The Mahadayi Water Disputes Tribunal (MWDT), also referred to as the Mhadei Water Disputes Tribunal, is a tribunal that adjudicates the dispute over River Mhadei water allocation.

The sharing of the waters of this river is a cause of dispute between the governments of Karnataka and Goa. The Karnataka government proposes to divert some water from the Mahadayi river to the Malaprabha River basin as part of the Kalasa-Banduri Nala project, as approximately 188 tmcft of water at 75% dependability is available in the river. Mahadayi Water Tribunal under Interstate River Water Disputes Act has been constituted to decide the sharing of the river waters by the riparian states. In August 2018, Mahadayi Water Tribunal verdict permitted Goa to use 24 tmcft (excluding the 9.395 tmcft prevailing uses), Karnataka to use 5.4 tmcft (including 3.9 tmcft for export outside the basin) and Maharashtra to use 1.33 tmcft for consumptive purposes.
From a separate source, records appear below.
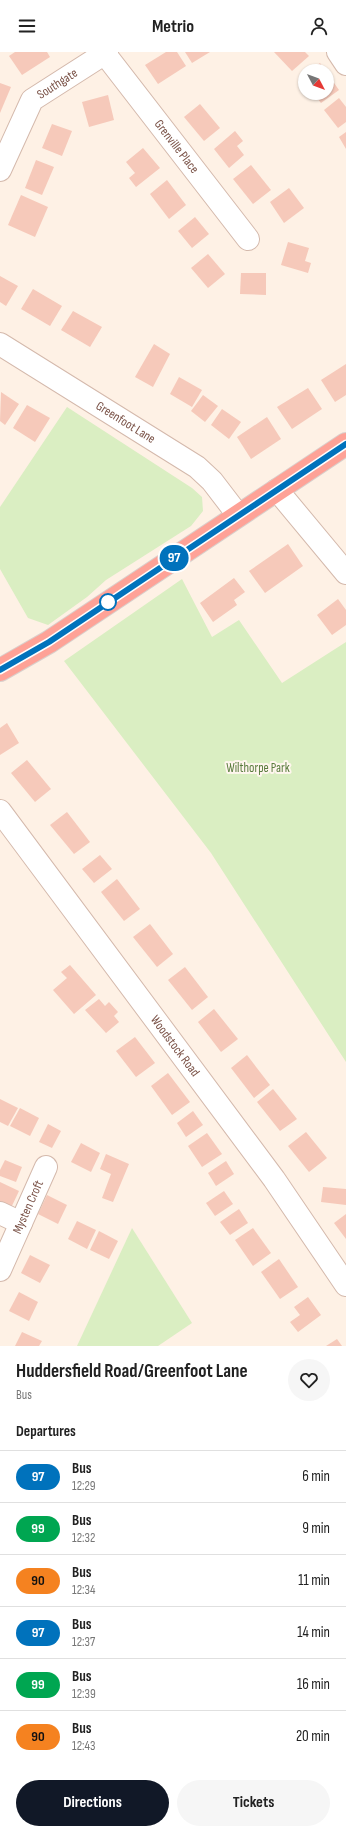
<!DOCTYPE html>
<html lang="en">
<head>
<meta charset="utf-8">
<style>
	:root { --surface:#fff; --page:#f6f6f6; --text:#222; --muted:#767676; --line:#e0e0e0; --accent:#111827 }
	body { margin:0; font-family:"Sofia Sans Condensed",sans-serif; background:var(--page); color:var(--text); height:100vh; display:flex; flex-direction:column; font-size:15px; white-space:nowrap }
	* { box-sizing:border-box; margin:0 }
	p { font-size:13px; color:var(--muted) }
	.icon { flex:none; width:22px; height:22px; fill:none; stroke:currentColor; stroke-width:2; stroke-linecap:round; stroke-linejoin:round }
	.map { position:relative; height:1294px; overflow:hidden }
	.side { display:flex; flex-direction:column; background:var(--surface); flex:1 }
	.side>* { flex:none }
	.badge { padding:0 8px; border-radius:13px; font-size:14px; line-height:26px }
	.needle { width:26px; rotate:131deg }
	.buttons { position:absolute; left:298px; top:12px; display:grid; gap:8px }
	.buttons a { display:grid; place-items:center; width:36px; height:36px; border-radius:50%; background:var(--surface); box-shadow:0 1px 3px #0004; font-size:20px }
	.map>.badge { position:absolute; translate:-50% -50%; box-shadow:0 0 0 2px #fff }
	h2 { padding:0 16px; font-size:15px; line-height:36px }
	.round { display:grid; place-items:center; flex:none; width:42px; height:42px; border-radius:21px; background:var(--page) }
	.head { display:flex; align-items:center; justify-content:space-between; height:68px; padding:0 16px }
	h1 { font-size:19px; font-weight:700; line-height:30px }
	.action { display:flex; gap:8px; margin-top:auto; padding:8px 16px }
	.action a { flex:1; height:46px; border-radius:24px; background:var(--accent); color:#fff; font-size:16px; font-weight:700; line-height:46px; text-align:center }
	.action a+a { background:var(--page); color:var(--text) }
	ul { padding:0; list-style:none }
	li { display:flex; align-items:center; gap:12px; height:52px; padding:0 16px; border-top:1px solid var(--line) }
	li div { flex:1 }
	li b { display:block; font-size:15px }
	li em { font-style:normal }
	li .badge { min-width:44px; font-weight:700; text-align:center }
	header { display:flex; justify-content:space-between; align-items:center; height:52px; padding:0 16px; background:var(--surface); font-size:18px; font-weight:700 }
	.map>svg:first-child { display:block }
	.green { fill:#daeec2 }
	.building { fill:#f6c9ba }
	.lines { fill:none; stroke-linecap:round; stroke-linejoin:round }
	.minor-casing { stroke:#d4b9ac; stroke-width:24 }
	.highway-casing { stroke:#dacfcb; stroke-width:24 }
	.minor { stroke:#fff; stroke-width:22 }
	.highway { stroke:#fea297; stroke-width:22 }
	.line-casing { stroke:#fff; stroke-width:9 }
	.line { stroke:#0072bc; stroke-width:6 }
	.stop-dot { fill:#fff; stroke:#0072bc; stroke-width:2 }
	.labels { text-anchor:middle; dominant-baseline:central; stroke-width:4; stroke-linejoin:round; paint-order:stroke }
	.street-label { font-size:13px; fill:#7a5247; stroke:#fff6ee }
	.park-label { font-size:13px; fill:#587b3c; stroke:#fff6ee }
</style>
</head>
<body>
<header><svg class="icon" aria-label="menu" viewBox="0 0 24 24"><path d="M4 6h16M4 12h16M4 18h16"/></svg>Metrio<svg class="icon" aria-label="person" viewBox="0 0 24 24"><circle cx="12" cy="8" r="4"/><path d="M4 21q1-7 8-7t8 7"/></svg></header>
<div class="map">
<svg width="346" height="1294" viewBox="0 0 346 1294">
	<rect width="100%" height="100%" fill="#fef1e5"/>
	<g class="green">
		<path d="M67 355 192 436 202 445 203 459 191 474 106 528 87 545 48 573 28 566 0 517V455Z"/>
		<path d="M182 527 212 585 239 568 282 631 346 590V1010L211 801 64 609Z"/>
		<path d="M132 1176 192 1271 158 1294H77Z"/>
	</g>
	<g class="building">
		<path d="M15 0H47L50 5 22 23 9 4Z"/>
		<path d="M166 0H177L186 14 158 32 145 13Z"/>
		<path d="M185 0H210L192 11Z"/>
		<path d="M274 0H305L309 4 292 19Z"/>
		<path d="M320 11 325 19H309Z"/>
		<path d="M327 21 339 38 321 51 313 41H327Z"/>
		<path d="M0 31 11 35 0 61Z"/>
		<path d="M108 43 114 68 89 75 82 50Z"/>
		<path d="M339 46 346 55V70L338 76 324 58Z"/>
		<path d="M200 52 220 76 204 89 184 65Z"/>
		<path d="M52 72 72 79 62 104 42 96Z"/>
		<path d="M235 79 243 89 237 94 244 103 229 116 214 97Z"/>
		<path d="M346 80V97L339 85Z"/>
		<path d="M143 96 160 116 136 135 129 126 135 121 126 110Z"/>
		<path d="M36 108 54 115 42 143 25 136Z"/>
		<path d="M251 113 271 138 253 152 233 127Z"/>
		<path d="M167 128 186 153 169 167 150 142Z"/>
		<path d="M289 136 304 156 284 171 270 150Z"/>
		<path d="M21 143 48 155 35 185 8 173Z"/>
		<path d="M195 165 209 182 192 196 178 179Z"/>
		<path d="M288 190 309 196 305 209 311 211 308 221 281 213Z"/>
		<path d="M208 202 225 222 208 236 191 216Z"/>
		<path d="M241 221H266V243L240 242Z"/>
		<path d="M0 224 18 234 6 254 0 250Z"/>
		<path d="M33 237 62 254 50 274 21 257Z"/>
		<path d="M73 259 102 275 90 295 61 278Z"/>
		<path d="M154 292 170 302 153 335 135 325Z"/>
		<path d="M346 312V343L335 350 321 328Z"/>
		<path d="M179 325 202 338 192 355 170 342Z"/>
		<path d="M308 336 322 357 292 377 277 355Z"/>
		<path d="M1 340 19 352 5 373 0 369Z"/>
		<path d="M203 343 218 354 205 370 191 359Z"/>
		<path d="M27 353 50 366 35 390 13 376Z"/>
		<path d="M222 357 241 370 229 387 211 373Z"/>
		<path d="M267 365 281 387 251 407 237 385Z"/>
		<path d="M288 492 303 514 265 541 249 519Z"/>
		<path d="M234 526 245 540 234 548 237 553 213 570 200 551Z"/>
		<path d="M338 547 346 558V573L332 583 317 563Z"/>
		<path d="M7 671 19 691 0 703V676Z"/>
		<path d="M27 708 51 737 35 750 11 721Z"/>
		<path d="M67 760 90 790 74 802 50 773Z"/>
		<path d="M100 803 112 817 94 831 82 817Z"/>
		<path d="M117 827 140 857 124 869 101 840Z"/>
		<path d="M150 872 173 902 157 915 133 885Z"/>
		<path d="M70 913 96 943 74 962 53 938 67 926 61 920Z"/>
		<path d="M185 915 208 945 192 958 168 928Z"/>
		<path d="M99 947 105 954 109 950 118 960 114 964 119 970 106 981 85 958Z"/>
		<path d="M214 957 238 987 221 1000 198 970Z"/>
		<path d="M135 985 155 1011 136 1025 116 999Z"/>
		<path d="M247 1003 270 1033 254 1046 231 1016Z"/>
		<path d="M168 1021 190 1050 172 1063 151 1034Z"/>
		<path d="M273 1037 297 1067 280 1079 257 1050Z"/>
		<path d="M0 1047 18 1056 8 1074 0 1070Z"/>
		<path d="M20 1056 39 1066 30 1084 10 1074Z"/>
		<path d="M193 1059 203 1073 186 1085 177 1071Z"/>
		<path d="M48 1072 61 1079 52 1096 39 1090Z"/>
		<path d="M306 1080 327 1106 309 1120 288 1094Z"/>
		<path d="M207 1081 222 1102 202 1115 188 1094Z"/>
		<path d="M81 1091 100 1101 91 1120 71 1110Z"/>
		<path d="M106 1102 129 1112 113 1150 102 1146 111 1122 100 1117Z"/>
		<path d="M5 1108 22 1115 16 1130 0 1124V1118Z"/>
		<path d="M226 1109 234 1122 216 1134 208 1121Z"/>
		<path d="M0 1130 19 1139 10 1158 0 1153Z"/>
		<path d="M323 1135 346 1137V1153L321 1150Z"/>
		<path d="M224 1139 233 1152 215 1164 206 1151Z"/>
		<path d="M47 1143 67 1153 58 1172 38 1162Z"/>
		<path d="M239 1157 248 1171 230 1183 220 1170Z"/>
		<path d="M346 1162V1187L334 1171Z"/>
		<path d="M77 1169 96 1178 87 1197 68 1187Z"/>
		<path d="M253 1176 271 1201 253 1214 235 1188Z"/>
		<path d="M99 1179 118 1189 109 1207 90 1198Z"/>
		<path d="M30 1203 50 1213 40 1231 21 1221Z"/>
		<path d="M279 1207 298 1235 280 1247 261 1220Z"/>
		<path d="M19 1240 38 1250 29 1269 9 1259Z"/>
		<path d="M308 1245 321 1263 298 1280 290 1270 300 1263 294 1255Z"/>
		<path d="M22 1280 42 1289 39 1294H15Z"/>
		<path d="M337 1287 342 1294H326Z"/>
	</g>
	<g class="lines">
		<defs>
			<g id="minor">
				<path d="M338 0 346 12"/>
				<path id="s1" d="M105 2 248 187"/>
				<path id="s2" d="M0 118 32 48 107 0"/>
				<path id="s3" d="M0 292 197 415 212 429 238 463"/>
				<path d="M277 438 346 521"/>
				<path id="s4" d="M0 759 274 1127 346 1233"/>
				<path d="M0 1161 21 1171"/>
				<path id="s5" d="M0 1218 46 1115"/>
			</g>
			<path id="highway" d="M0 618 49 590 346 392"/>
		</defs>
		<use href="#minor" class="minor-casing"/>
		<use href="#highway" class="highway-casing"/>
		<use href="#minor" class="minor"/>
		<use href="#highway" class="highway"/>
	</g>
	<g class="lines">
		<defs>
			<path id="line" d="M0 618 49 590 346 392"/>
		</defs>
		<use href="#line" class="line-casing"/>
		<use href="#line" class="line"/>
	</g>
	<circle class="stop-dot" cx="108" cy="550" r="8"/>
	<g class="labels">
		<g class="street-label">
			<text stroke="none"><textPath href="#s2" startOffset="107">Southgate</textPath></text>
			<text stroke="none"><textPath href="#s1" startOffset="117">Grenville Place</textPath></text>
			<text stroke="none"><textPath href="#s3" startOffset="148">Greenfoot Lane</textPath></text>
			<text stroke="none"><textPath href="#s4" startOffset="293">Woodstock Road</textPath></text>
			<text stroke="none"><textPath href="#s5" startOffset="69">Mysten Croft</textPath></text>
		</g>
		<g class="park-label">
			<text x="258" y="716">Wilthorpe Park</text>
		</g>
	</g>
</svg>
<div class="buttons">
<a><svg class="needle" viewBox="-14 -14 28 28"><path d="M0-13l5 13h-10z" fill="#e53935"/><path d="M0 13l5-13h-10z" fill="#767676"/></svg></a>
</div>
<b class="badge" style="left:174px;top:506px;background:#0072bc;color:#fff">97</b>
</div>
<section class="side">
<div class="head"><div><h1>Huddersfield Road/Greenfoot Lane</h1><p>Bus</p></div><a class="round"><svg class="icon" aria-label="heart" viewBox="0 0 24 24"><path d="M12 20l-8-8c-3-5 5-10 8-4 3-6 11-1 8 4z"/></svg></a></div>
<h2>Departures</h2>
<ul>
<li><span class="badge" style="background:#0072bc;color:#fff">97</span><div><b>Bus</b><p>12:29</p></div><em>6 min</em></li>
<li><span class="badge" style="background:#00a651;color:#fff">99</span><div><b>Bus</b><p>12:32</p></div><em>9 min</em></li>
<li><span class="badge" style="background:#f58220;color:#111">90</span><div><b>Bus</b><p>12:34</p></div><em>11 min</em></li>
<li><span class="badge" style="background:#0072bc;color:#fff">97</span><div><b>Bus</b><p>12:37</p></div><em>14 min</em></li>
<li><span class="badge" style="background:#00a651;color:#fff">99</span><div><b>Bus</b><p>12:39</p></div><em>16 min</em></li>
<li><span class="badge" style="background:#f58220;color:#111">90</span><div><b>Bus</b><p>12:43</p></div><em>20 min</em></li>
</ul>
<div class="action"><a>Directions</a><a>Tickets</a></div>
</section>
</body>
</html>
The tribunal assessed the water generated in the river catchment area of Karnataka and Maharashtra as 32.11 tmcft and 7.21 tmcft respectively at 75% dependability. The tribunal has apportioned only 40.125 tmcft of Mandovi river water for consumptive uses among the three riparian states. Karnataka approached the Supreme Court alleging injustice is done in allocation of water to the state.

Central government issued a gazette notification on 27 February 2020 permitting the Karnataka state to draw 13.42 tmcft of water from the Mahadayi river out of which 8 tmcft is for power generation.